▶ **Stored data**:
• • • • •
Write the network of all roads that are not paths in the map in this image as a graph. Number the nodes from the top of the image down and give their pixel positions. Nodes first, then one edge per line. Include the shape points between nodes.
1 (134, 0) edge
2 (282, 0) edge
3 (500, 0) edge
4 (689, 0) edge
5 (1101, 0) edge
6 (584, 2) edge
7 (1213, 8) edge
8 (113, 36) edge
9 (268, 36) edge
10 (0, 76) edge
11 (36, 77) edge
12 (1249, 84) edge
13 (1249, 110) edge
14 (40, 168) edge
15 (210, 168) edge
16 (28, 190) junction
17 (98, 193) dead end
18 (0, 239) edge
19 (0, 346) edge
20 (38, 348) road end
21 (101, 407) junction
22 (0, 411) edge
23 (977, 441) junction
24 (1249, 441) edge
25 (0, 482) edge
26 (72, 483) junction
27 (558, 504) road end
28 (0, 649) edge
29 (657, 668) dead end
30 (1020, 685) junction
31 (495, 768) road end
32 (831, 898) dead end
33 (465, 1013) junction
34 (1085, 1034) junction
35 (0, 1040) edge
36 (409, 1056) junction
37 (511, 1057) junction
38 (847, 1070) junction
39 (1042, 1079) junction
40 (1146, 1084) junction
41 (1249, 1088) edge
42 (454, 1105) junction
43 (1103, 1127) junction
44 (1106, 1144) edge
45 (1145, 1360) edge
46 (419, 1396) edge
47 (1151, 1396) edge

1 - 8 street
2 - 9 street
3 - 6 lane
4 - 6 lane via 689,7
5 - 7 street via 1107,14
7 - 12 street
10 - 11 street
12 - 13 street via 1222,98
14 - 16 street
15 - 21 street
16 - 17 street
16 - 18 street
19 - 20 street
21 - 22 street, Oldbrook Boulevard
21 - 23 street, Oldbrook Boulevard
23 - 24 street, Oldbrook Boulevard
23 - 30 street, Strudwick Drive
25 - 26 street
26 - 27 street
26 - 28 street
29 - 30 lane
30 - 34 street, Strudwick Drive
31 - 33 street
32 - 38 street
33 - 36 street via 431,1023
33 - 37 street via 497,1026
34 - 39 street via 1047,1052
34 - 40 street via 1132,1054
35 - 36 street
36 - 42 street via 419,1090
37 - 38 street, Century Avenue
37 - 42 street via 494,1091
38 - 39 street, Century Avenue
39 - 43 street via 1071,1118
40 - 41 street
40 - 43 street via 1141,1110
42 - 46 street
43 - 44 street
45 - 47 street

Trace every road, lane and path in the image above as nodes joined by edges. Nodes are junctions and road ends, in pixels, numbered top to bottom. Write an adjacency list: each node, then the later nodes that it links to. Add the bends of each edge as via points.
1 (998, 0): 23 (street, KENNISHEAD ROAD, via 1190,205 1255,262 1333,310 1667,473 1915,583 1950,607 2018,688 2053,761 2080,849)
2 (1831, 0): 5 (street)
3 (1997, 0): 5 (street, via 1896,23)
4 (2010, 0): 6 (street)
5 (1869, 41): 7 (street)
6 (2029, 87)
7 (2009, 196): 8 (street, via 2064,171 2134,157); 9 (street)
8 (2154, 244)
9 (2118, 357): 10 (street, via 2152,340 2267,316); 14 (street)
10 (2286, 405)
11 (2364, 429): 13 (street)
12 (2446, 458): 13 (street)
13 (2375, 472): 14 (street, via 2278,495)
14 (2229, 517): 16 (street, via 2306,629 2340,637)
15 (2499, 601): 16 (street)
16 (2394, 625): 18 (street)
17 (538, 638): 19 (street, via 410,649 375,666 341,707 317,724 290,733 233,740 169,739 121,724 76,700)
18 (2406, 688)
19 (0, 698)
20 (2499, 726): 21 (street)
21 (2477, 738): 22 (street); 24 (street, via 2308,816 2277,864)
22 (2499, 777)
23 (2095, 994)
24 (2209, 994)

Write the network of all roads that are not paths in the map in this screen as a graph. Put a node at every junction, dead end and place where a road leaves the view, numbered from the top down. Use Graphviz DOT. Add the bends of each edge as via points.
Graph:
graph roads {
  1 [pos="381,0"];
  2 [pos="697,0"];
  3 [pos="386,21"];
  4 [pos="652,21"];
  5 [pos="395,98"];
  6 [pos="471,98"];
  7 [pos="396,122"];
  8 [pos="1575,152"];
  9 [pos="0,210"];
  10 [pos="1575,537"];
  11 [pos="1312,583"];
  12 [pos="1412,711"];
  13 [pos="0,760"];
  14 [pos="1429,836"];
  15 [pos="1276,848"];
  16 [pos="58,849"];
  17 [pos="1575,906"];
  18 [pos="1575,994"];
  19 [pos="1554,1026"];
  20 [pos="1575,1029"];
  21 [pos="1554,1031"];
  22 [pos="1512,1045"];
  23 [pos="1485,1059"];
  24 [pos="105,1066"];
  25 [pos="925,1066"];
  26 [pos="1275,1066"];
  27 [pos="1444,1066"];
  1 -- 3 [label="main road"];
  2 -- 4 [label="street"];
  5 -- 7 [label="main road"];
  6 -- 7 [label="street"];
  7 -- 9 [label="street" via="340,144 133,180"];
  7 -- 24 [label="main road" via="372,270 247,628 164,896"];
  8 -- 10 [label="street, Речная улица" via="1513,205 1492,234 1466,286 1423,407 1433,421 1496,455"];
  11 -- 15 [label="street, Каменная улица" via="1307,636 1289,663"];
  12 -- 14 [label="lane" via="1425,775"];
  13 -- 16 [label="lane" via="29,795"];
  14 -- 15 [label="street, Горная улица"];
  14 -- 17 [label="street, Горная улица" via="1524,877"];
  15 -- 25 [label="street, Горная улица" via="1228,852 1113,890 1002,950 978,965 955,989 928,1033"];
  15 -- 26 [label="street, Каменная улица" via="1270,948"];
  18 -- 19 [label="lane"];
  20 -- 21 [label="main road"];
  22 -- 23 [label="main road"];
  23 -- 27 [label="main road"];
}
• • • • •
The expected answer is each line of the records above that includes the string "nodes".

▶ **TASK RESPONSE**:
Write the network of all roads that are not paths in the map in this image as a graph. Number the nodes from the top of the image down and give their pixel positions. Nodes first, then one edge per line. Include the shape points between nodes.
Trace every road, lane and path in the image above as nodes joined by edges. Nodes are junctions and road ends, in pixels, numbered top to bottom. Write an adjacency list: each node, then the later nodes that it links to. Add the bends of each edge as via points.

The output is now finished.